Jennifer Rankin da Bruxelles, The Guardian - 8 dicembre 2016

Photo credit: Stefano Danieli, #overthefortress (Idomeni - ottobre 2016)

I paesi europei hanno ricollocato solo un rifugiato su 20 tra quelli che avevano promesso di accogliere, tra persistenti divergenze su come il continente dovrebbe aiutare le masse sempre più numerose che fuggono da guerre e persecuzioni.

Più di un anno dopo la promessa dell’UE di ridistribuire 160.000 rifugiati da Italia e Grecia, ormai al limite delle loro possibilità, ad altri paesi membri, è stata trovata una casa solo a 8.162 persone, come mostrano le cifre della Commissione Europea.

Nonostante l’UE abbia soddisfatto solo il 5% dei propri obiettivi, Dimitris Avramopoulos, il commissario europeo con delega alla migrazione, ha dichiarato possibile raggiungere lo scopo finale entro settembre 2017.

Il commissario greco ha salutato con ottimismo l’aumento dei ricollocamenti nel mese di novembre, e ha previsto che questa tendenza sia destinata a migliorare. “Sempre più Stati membri hanno aperto le loro frontiere”, ha dichiarato. “Credo che molto presto saremo in grado di affermare che il programma di ricollocamento funziona”.
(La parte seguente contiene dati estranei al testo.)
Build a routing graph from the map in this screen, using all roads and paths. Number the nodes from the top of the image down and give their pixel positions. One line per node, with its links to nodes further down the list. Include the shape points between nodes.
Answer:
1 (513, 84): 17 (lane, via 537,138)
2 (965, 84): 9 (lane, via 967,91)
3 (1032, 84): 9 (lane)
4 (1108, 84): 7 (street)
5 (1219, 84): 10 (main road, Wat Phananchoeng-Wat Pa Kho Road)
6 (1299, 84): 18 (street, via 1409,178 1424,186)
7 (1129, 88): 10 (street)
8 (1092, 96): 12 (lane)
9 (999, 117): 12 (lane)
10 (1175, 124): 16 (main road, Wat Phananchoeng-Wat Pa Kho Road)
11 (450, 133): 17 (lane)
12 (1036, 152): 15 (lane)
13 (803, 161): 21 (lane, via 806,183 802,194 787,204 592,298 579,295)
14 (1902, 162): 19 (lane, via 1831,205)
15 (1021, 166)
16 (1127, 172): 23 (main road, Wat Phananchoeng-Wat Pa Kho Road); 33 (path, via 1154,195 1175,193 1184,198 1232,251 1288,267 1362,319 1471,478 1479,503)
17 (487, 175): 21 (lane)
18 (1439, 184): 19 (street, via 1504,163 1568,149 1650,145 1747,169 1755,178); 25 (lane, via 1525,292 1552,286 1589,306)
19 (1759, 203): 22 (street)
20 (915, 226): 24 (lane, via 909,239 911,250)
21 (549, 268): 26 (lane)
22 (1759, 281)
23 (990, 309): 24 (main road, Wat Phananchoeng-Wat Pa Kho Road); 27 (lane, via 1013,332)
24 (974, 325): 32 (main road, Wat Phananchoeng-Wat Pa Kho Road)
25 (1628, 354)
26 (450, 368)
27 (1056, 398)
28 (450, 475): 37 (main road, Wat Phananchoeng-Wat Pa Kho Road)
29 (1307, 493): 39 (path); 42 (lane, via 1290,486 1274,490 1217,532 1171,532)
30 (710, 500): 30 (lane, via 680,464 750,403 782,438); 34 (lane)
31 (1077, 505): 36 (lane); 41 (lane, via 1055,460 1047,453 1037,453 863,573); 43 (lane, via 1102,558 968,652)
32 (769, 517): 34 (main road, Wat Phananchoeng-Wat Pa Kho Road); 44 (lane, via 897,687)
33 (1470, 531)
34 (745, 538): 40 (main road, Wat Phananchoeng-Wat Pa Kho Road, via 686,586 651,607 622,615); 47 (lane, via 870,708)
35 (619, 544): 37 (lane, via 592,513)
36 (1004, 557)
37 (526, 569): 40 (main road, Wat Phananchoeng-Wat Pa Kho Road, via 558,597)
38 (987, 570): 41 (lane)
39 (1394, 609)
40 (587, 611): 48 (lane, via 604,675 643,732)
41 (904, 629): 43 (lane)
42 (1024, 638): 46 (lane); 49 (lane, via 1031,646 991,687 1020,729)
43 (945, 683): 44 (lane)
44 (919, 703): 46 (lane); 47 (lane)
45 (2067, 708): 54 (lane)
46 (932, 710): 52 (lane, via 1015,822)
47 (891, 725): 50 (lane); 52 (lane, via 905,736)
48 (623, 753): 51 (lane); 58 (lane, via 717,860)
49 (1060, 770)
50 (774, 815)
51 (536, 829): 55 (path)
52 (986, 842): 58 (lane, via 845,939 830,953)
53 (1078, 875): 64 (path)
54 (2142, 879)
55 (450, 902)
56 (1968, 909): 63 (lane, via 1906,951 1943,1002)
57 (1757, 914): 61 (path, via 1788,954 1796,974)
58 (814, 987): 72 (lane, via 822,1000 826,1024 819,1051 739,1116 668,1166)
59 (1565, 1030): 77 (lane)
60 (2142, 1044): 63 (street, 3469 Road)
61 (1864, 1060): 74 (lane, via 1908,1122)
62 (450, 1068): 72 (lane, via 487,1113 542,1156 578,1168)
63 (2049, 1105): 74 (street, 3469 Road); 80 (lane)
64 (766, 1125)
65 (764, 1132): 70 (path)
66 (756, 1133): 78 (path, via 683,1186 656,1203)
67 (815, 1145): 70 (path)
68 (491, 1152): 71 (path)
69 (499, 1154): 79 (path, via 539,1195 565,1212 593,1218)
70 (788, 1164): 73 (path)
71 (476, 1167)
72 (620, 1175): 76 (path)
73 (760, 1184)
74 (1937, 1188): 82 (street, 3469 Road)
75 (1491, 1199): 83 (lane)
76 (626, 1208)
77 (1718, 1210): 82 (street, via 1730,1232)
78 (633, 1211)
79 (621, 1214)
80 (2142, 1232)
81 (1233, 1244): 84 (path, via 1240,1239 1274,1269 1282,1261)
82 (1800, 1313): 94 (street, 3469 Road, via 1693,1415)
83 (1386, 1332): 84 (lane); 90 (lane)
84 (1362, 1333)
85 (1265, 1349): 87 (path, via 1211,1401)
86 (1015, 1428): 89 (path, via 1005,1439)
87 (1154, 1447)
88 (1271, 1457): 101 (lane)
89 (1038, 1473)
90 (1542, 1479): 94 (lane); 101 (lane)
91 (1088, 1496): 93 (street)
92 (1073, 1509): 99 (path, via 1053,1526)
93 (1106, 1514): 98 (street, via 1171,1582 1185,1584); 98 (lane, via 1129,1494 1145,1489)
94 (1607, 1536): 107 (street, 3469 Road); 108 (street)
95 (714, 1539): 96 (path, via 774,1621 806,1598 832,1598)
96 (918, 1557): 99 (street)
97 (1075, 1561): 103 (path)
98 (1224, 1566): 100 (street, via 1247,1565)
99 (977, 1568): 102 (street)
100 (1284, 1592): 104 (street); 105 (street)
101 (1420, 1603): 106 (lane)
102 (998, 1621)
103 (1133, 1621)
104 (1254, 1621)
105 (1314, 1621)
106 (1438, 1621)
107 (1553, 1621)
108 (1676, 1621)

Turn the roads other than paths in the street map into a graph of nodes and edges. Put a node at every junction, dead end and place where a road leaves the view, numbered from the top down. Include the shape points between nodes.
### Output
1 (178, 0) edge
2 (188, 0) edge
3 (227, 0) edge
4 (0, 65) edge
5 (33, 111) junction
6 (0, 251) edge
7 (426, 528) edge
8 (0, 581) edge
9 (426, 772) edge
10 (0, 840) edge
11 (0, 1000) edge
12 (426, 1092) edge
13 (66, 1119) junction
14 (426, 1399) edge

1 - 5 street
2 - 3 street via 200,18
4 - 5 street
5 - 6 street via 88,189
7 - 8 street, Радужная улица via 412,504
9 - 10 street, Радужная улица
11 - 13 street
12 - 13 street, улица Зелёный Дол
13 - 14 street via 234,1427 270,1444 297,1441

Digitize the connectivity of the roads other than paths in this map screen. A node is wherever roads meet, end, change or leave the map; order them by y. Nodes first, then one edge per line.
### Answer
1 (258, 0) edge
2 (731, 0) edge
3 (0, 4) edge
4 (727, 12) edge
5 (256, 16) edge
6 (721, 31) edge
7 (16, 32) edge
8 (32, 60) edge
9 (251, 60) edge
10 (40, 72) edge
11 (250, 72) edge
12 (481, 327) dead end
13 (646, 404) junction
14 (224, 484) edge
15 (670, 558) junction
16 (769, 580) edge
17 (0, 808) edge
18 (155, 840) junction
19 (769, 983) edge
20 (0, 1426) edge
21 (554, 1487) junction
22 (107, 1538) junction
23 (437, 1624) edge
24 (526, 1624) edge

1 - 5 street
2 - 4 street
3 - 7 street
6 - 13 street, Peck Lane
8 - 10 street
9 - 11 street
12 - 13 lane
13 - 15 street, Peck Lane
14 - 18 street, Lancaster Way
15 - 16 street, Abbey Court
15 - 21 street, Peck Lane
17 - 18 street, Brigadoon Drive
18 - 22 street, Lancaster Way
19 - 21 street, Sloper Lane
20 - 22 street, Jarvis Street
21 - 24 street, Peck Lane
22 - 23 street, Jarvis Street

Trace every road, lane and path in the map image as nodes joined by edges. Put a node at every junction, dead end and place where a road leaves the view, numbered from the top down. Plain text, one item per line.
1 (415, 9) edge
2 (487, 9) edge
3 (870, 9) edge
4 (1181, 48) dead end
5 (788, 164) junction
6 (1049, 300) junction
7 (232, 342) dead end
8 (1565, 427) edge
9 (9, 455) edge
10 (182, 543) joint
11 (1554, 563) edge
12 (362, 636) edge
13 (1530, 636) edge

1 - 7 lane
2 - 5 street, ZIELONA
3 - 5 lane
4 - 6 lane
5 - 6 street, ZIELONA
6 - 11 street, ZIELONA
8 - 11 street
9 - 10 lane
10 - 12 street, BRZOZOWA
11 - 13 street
6.212 rifugiati sono stati ricollocati dalla Grecia e 1.950 dall’Italia, i due paesi in prima linea nella crisi europea dei migranti.

L’UE ha forzato l’approvazione di un piano di quote di rifugiati nel settembre del 2015, mentre si affannava per gestire l’arrivo di più di 1,2 milioni di richiedenti asilo. Ma l’accordo ha incontrato la ferma opposizione dei paesi dell’Europa centrale, che non si sono preoccupati granché di implementare una politica ai loro occhi impraticabile e lesiva della sovranità nazionale.

L’Ungheria e la Polonia non hanno accolto nessun richiedente asilo dalla Grecia e dall’Italia. La Slovacchia, che detiene la presidenza UE fino alla fine del mese, ha accolto solo nove persone; la Repubblica Ceca dodici.

Il Regno Unito, che gode della facoltà di opt-out limitatamente ad alcune parti della politica europea di asilo, ha scelto di non partecipare al piano.

Le profonde divisioni europee sulla migrazione saranno al centro dell’attenzione venerdì, in occasione dell’incontro dei ministri degli esteri europei a Bruxelles per discutere il significato di “solidarietà concreta”, l’ultima parola d’ordine europea all’insegna della quale dividersi i costi dell’accoglienza.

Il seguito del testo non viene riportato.